Bounding boxes with keypoints:
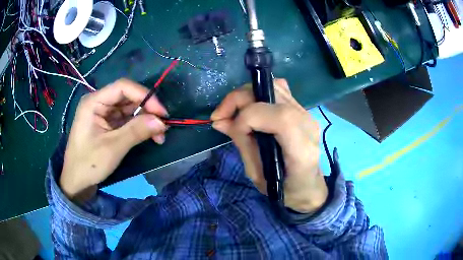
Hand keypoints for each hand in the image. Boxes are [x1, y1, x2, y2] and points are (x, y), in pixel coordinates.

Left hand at [60, 79, 167, 202]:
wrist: (77, 182)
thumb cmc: (89, 164)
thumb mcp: (113, 148)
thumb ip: (136, 131)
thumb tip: (162, 122)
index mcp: (94, 102)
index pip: (123, 87)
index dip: (144, 95)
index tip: (161, 112)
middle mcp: (99, 103)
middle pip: (128, 97)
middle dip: (147, 110)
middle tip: (163, 126)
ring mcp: (103, 114)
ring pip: (130, 109)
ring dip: (145, 120)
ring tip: (159, 135)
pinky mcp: (108, 125)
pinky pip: (127, 120)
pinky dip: (139, 127)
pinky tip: (150, 136)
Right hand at [211, 79, 327, 213]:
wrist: (308, 186)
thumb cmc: (284, 189)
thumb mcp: (258, 175)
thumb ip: (242, 144)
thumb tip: (220, 121)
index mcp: (302, 150)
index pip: (278, 117)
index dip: (248, 118)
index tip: (230, 130)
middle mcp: (308, 125)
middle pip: (273, 95)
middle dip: (239, 100)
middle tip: (220, 116)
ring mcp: (307, 114)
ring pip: (274, 86)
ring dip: (246, 95)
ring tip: (233, 112)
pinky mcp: (302, 110)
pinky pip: (279, 89)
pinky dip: (259, 94)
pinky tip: (251, 108)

TRY IT: From the first line to the last, output the data exactly, without the pictures.

EXPECTED ANSWER:
Hand keypoints for each hand in the image. Boxes are [x1, y1, x2, y2] and points are (x, y), in pixel coordinates.

Left hand at [60, 79, 167, 202]:
wrist: (77, 182)
thumb cmc: (89, 164)
thumb mcp: (113, 148)
thumb ip: (136, 131)
thumb tip: (162, 122)
index mcp: (94, 102)
index pip: (123, 87)
index dip: (144, 95)
index tip: (161, 112)
middle mcp: (99, 103)
middle pip: (128, 97)
middle dip: (147, 110)
middle tip: (163, 126)
ring mcp: (103, 114)
ring pip: (130, 109)
ring dip: (145, 120)
ring tip: (159, 135)
pinky mcp: (108, 125)
pinky pip: (127, 120)
pinky dip: (139, 127)
pinky tip: (150, 136)
Right hand at [211, 79, 327, 213]:
wrist: (308, 186)
thumb cmc: (284, 189)
thumb mcp: (258, 175)
thumb ip: (242, 144)
thumb tip: (220, 121)
index mcp: (302, 150)
index pip: (278, 117)
index dip: (248, 118)
index tip: (230, 130)
middle mcp: (308, 125)
middle pip: (273, 95)
middle dip: (239, 100)
middle tip: (220, 116)
ring mcp: (307, 114)
ring pip: (274, 86)
ring dip: (246, 95)
ring tip: (233, 112)
pinky mcp: (302, 110)
pinky pip: (279, 89)
pinky dip: (259, 94)
pinky tip: (251, 108)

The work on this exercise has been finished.